Decision follows 90 minutes of public comment
The Snowmass Village Water & Sanitation District Board voted in a split decision Wednesday to return fluoride to the community water system serving 3,400 users. Board members said their 3-2 vote responded to the will of the people, and to the threat of recall.
“We can’t not pay attention to our customers,” said board president Joe Farrell, in reference to a non-binding survey of the district’s water users that showed 64 percent favor fluoride. “We can’t not pay attention to the medical and dental communities,” added Farrell, whose father and grandfather were both dentists.
Fluoride, a chemical additive used in the majority of U.S. public water systems, will be returned immediately to the supply after being removed on July 18, according to district manager Kit Hamby.

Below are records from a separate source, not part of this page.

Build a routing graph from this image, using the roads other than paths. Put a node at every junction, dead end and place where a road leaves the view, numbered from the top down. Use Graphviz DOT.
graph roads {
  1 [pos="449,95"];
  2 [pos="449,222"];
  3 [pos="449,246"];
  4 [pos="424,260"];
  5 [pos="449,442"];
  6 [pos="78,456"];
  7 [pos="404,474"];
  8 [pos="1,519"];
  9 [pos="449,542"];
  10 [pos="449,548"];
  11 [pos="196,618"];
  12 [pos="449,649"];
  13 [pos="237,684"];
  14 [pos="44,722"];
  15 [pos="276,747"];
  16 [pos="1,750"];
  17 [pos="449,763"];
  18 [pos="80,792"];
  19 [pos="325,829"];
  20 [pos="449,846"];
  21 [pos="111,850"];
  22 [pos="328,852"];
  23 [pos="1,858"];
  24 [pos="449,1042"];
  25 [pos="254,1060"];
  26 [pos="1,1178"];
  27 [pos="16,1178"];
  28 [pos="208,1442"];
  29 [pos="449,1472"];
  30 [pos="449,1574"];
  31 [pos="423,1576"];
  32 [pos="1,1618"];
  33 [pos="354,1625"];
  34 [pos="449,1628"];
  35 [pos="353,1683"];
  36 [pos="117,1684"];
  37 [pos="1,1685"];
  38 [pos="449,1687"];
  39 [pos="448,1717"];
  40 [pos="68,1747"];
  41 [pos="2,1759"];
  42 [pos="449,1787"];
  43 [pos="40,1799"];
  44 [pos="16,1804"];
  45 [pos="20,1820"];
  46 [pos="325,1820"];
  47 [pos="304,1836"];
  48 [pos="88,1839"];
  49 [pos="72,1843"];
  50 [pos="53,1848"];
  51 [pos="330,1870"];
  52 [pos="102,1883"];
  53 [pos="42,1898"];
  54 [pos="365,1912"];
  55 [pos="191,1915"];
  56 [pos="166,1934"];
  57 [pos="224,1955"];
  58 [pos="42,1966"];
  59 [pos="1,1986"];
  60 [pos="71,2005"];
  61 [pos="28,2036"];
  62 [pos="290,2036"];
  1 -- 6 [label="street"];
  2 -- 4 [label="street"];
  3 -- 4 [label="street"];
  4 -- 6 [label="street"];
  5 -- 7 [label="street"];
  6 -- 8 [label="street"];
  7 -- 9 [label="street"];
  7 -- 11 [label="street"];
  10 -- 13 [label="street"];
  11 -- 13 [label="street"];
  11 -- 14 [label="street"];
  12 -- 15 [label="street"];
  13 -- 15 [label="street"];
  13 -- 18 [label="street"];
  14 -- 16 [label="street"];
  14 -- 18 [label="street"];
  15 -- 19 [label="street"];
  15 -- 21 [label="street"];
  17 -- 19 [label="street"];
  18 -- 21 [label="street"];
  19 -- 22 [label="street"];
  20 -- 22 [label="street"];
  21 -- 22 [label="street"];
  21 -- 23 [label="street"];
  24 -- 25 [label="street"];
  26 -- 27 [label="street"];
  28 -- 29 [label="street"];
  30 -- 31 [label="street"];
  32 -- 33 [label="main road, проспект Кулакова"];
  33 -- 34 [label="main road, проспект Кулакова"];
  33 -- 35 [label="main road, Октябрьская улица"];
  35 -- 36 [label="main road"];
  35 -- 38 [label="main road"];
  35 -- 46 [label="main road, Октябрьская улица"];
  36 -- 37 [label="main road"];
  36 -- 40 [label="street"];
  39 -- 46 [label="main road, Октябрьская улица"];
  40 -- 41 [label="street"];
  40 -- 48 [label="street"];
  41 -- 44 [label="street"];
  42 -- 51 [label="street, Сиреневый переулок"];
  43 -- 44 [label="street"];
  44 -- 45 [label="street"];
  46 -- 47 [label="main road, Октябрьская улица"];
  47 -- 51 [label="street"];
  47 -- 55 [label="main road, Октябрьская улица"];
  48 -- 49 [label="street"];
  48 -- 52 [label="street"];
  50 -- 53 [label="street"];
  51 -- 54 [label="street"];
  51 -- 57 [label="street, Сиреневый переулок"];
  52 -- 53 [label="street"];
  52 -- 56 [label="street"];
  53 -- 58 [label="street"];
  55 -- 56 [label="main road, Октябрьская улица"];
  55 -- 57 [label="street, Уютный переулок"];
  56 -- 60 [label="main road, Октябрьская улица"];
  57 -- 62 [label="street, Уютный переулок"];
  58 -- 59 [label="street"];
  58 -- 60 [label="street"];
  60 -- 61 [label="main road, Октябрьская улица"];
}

Its return comes after months of bitter community debate, including some that spilled over into Wednesday’s water board meeting that was moved to the Snowmass Club to accommodate the public.
At the meeting, board member Tim Belinski made the motion to have the district go back to putting fluoride in the water at its most current guidelines, which is 0.7 parts per million. Belinski also included a clause that the board “keep an open ear and keep the debate open for consideration, especially as science continues to evolve.”
Belinski, who was not present for the July 17 decision to remove fluoride, said his vote Wednesday favoring its return to the water system was borne out of his respect for the medical professionals who have provided testimony and studies.
“I recognize the trend is probably changing but I don’t feel I have the credentials to counter” others’ expertise, he said.
Michael Shore provided the swing vote in the board’s decision, after voting for fluoride’s removal in July.
“I’m personally against fluoridation but have to go with the public input,” he said. Shore cited a pair of conflicting studies published by Harvard University that only add to the debate. “There’s so much information on both sides,” he said.
Shore said he was also concerned that if the board didn’t listen to the results from the non-binding survey they could be recalled.
Board members Dave Dawson and Willard Clapper have been consistent in their opposition. Dawson said he didn’t believe the voting sample represented an accurate cross-section of the community and added the inclusion of outside money from the Colorado Dental Association for pro-fluoride advertising is wrong.
Colleague Clapper opined, “I don’t disagree (fluoride) could have benefits but I have a real hard time putting something in the water we’re not 100 percent sure is safe.”
Millennials have their say
Public and professional input at the board meeting was evenly divided. Youth was served with testimony from several millennials who said this issue won’t soon go away.
“This is talked about in my circles,” said Aspen native Reuben Sadowsky. “It’s something that will come up here, come up in Aspen. We will gain steam and fight against this (right) being taken away from us.”
Joey Stokes, who was raised in Snowmass, said, “Your directive as a water board is to provide us with clean water. Anything (beyond that) is a slippery slope.”
The fluoride issue can be as divisive within families as within the community at large. Britta Gustafson, a Snowmass Village native who is raising two children here, said “I’m on the fence really,” and has conflicting opinions about fluoride. Her remarks came shortly after her dad, Jim Gustafson, endorsed fluoride in the water system.
The first speaker during 90 minutes of public comment was Liz Stark, public health director for Pitkin County, who addressed fluoride’s attributes as an effective and affordable strategy for the population.
Stark was followed by Kristin Nelson of Aspen who said specialists in Denver found she “tested extremely toxic to fluoride.”
But dentist Ward Johnson said in 20 years of local practice he’s seen fewer than five cases of fluorosis, calling it a “non-issue.” Retired cardiologist, Dr. Morris Cohen, agreed.
“The public health department wants people healthier. They believe fluoride is the way to go. And I agree with it,” Cohen said.
Chiropractor Tom Lankering, who considers fluoride a “toxin,” said public opinions are changing about fluoride, just as they did about leaded gasoline, asbestos, cigarettes and nuclear testing.
“When you put it in the water, you are mass medicating without public consent,” he said, noting that 97 percent of Western Europe does not fluoridate.
In Colorado, 72.4 percent of the communities have access to fluoridated water, according to a 2012 study by the Centers for Disease Control and Prevention.
Physician Kimberly Levin agreed with Lankering’s premise that fluoride “is a toxin, but the key is the concentration or the dose. At low doses, 0.7 parts/million, fluoride is safe,” she said.
In April, the U.S. Department of Health and Human Services decided to lower its recommended fluoride level to 0.7 milligrams/liter from its prior range of 0.7 mg to 1.2 mg/L.
For Tom Dunlop, who spent 39 years in public health in the Roaring Fork Valley, the fluoride discussion shouldn’t end with this board’s reversal of its decision.
“I encourage the investigation of scientific study to stay current of developments in this debate,” Dunlop said.